All the lines below should appear again unchanged, though their pictures should not.

Extracted data entries:
========================================================================
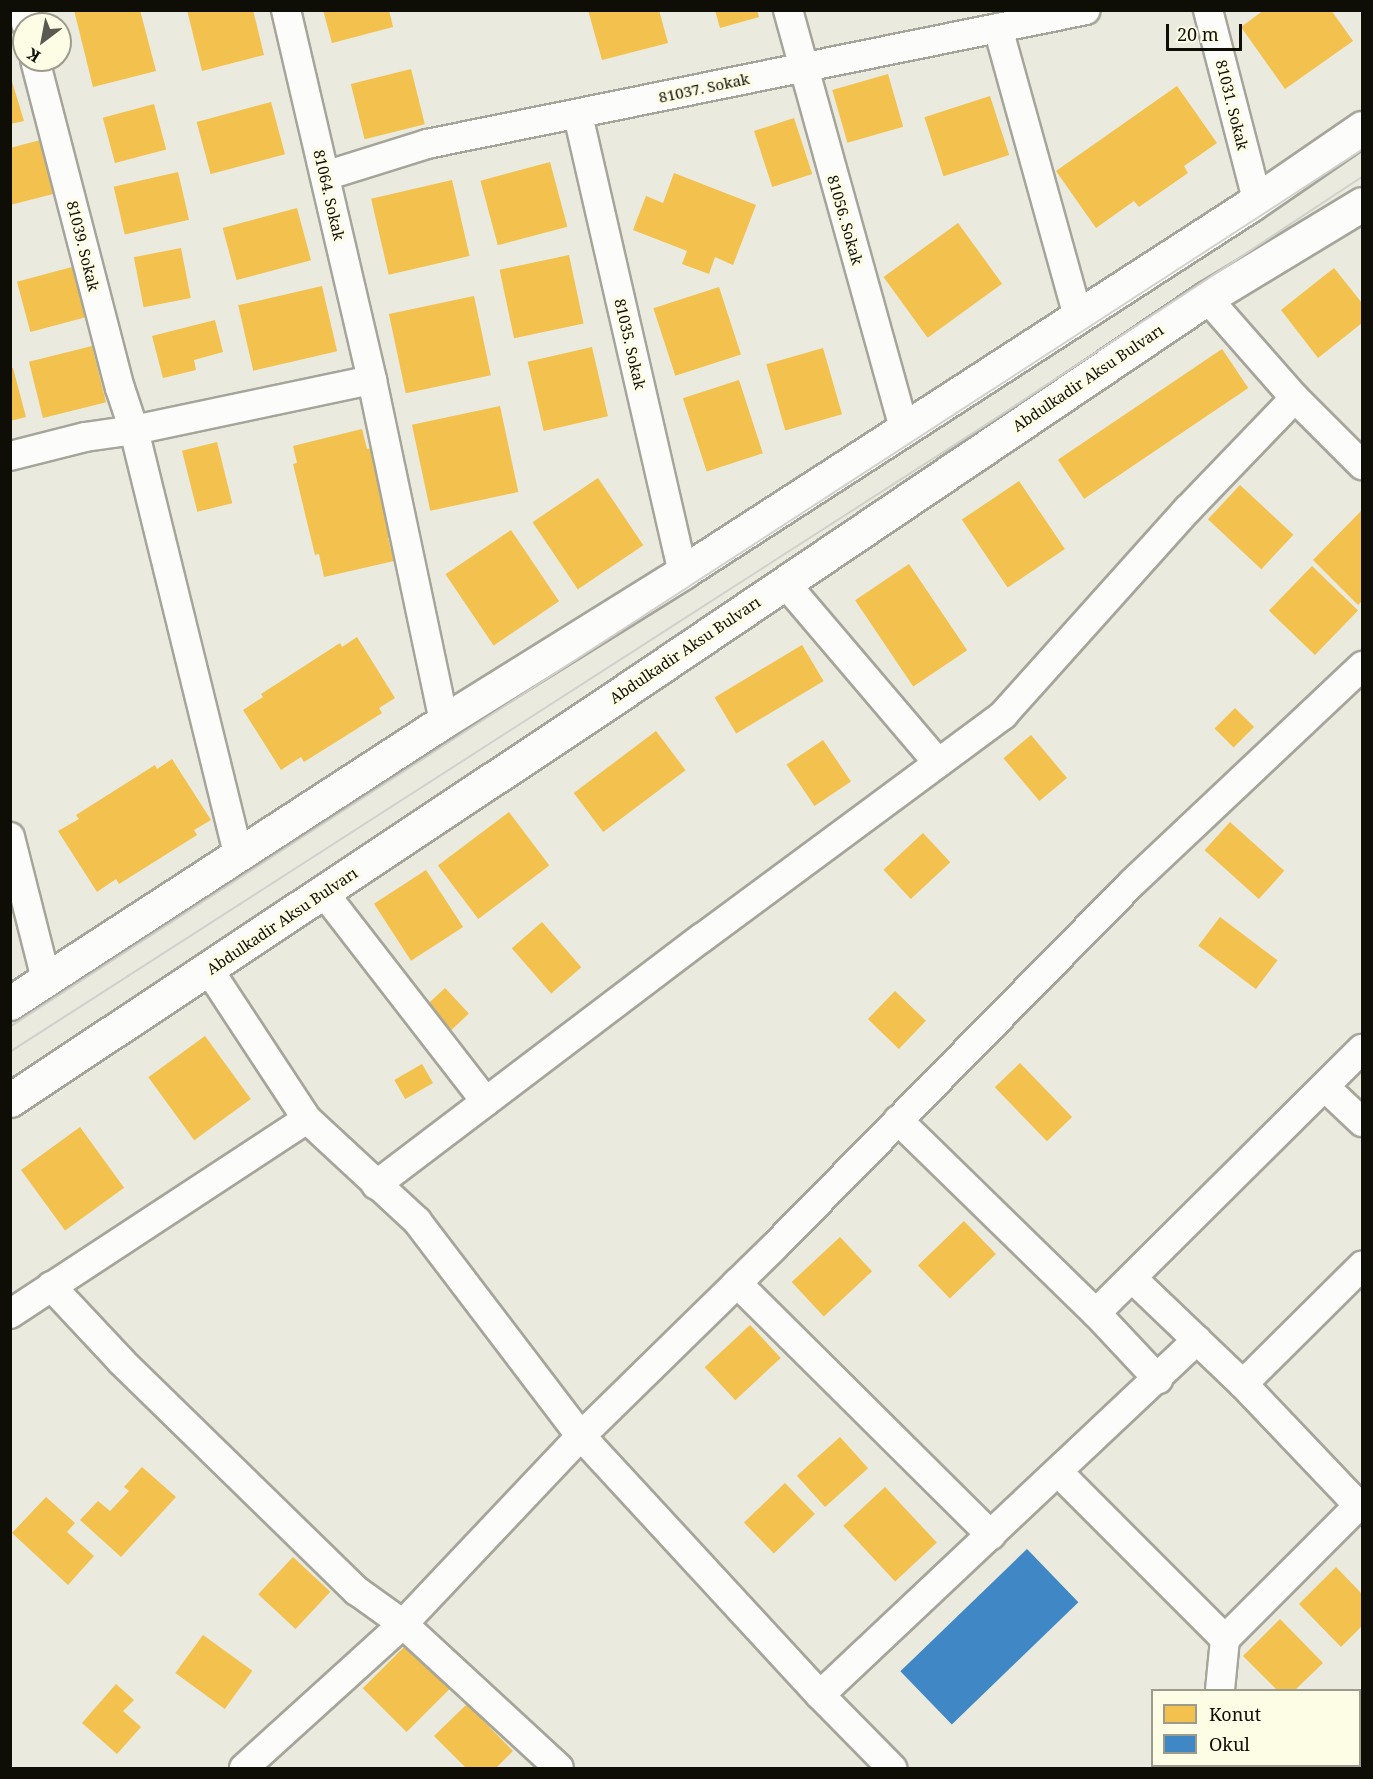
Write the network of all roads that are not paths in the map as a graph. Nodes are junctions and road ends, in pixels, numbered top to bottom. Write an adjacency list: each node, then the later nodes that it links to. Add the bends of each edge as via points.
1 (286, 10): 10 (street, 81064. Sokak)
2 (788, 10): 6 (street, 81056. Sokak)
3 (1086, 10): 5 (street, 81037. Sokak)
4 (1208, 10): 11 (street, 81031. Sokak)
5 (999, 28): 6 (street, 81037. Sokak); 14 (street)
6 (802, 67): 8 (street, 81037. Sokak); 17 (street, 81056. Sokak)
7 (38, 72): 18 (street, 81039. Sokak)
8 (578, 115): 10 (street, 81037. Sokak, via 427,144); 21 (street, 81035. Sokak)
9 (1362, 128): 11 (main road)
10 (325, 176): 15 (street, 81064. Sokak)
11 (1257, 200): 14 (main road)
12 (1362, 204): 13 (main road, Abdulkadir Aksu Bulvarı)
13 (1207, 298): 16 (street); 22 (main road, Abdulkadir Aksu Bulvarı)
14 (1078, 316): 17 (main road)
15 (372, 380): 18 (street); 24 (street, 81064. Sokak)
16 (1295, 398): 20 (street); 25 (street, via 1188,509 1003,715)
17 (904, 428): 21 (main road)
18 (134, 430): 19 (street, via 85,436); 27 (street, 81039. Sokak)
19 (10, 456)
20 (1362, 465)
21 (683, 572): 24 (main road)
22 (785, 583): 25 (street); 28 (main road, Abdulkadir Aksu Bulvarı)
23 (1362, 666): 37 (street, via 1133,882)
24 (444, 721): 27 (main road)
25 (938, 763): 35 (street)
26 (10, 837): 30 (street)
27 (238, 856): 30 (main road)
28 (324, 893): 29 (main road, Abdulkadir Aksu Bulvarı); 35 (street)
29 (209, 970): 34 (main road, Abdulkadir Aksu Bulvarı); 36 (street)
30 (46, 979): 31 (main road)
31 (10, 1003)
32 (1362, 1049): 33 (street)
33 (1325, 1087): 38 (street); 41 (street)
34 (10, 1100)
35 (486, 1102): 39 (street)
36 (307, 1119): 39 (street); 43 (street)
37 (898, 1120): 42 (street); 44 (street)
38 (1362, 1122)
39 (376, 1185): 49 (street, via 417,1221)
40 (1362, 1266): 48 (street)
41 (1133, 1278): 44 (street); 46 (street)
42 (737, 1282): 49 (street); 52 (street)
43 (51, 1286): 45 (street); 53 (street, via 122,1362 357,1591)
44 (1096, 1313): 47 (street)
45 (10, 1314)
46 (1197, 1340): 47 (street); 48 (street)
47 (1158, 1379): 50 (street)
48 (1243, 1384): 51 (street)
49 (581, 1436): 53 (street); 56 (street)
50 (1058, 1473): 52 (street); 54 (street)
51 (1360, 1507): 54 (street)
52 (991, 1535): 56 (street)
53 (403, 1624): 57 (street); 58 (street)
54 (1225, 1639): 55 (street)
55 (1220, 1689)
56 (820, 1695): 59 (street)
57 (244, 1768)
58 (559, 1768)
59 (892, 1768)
========================================================================
• [SOLUTION FOR THIS PROBLEM]
Write the network of all roads that are not paths in the map as a graph. Nodes are junctions and road ends, in pixels, numbered top to bottom. Write an adjacency list: each node, then the later nodes that it links to. Add the bends of each edge as via points.
1 (286, 10): 10 (street, 81064. Sokak)
2 (788, 10): 6 (street, 81056. Sokak)
3 (1086, 10): 5 (street, 81037. Sokak)
4 (1208, 10): 11 (street, 81031. Sokak)
5 (999, 28): 6 (street, 81037. Sokak); 14 (street)
6 (802, 67): 8 (street, 81037. Sokak); 17 (street, 81056. Sokak)
7 (38, 72): 18 (street, 81039. Sokak)
8 (578, 115): 10 (street, 81037. Sokak, via 427,144); 21 (street, 81035. Sokak)
9 (1362, 128): 11 (main road)
10 (325, 176): 15 (street, 81064. Sokak)
11 (1257, 200): 14 (main road)
12 (1362, 204): 13 (main road, Abdulkadir Aksu Bulvarı)
13 (1207, 298): 16 (street); 22 (main road, Abdulkadir Aksu Bulvarı)
14 (1078, 316): 17 (main road)
15 (372, 380): 18 (street); 24 (street, 81064. Sokak)
16 (1295, 398): 20 (street); 25 (street, via 1188,509 1003,715)
17 (904, 428): 21 (main road)
18 (134, 430): 19 (street, via 85,436); 27 (street, 81039. Sokak)
19 (10, 456)
20 (1362, 465)
21 (683, 572): 24 (main road)
22 (785, 583): 25 (street); 28 (main road, Abdulkadir Aksu Bulvarı)
23 (1362, 666): 37 (street, via 1133,882)
24 (444, 721): 27 (main road)
25 (938, 763): 35 (street)
26 (10, 837): 30 (street)
27 (238, 856): 30 (main road)
28 (324, 893): 29 (main road, Abdulkadir Aksu Bulvarı); 35 (street)
29 (209, 970): 34 (main road, Abdulkadir Aksu Bulvarı); 36 (street)
30 (46, 979): 31 (main road)
31 (10, 1003)
32 (1362, 1049): 33 (street)
33 (1325, 1087): 38 (street); 41 (street)
34 (10, 1100)
35 (486, 1102): 39 (street)
36 (307, 1119): 39 (street); 43 (street)
37 (898, 1120): 42 (street); 44 (street)
38 (1362, 1122)
39 (376, 1185): 49 (street, via 417,1221)
40 (1362, 1266): 48 (street)
41 (1133, 1278): 44 (street); 46 (street)
42 (737, 1282): 49 (street); 52 (street)
43 (51, 1286): 45 (street); 53 (street, via 122,1362 357,1591)
44 (1096, 1313): 47 (street)
45 (10, 1314)
46 (1197, 1340): 47 (street); 48 (street)
47 (1158, 1379): 50 (street)
48 (1243, 1384): 51 (street)
49 (581, 1436): 53 (street); 56 (street)
50 (1058, 1473): 52 (street); 54 (street)
51 (1360, 1507): 54 (street)
52 (991, 1535): 56 (street)
53 (403, 1624): 57 (street); 58 (street)
54 (1225, 1639): 55 (street)
55 (1220, 1689)
56 (820, 1695): 59 (street)
57 (244, 1768)
58 (559, 1768)
59 (892, 1768)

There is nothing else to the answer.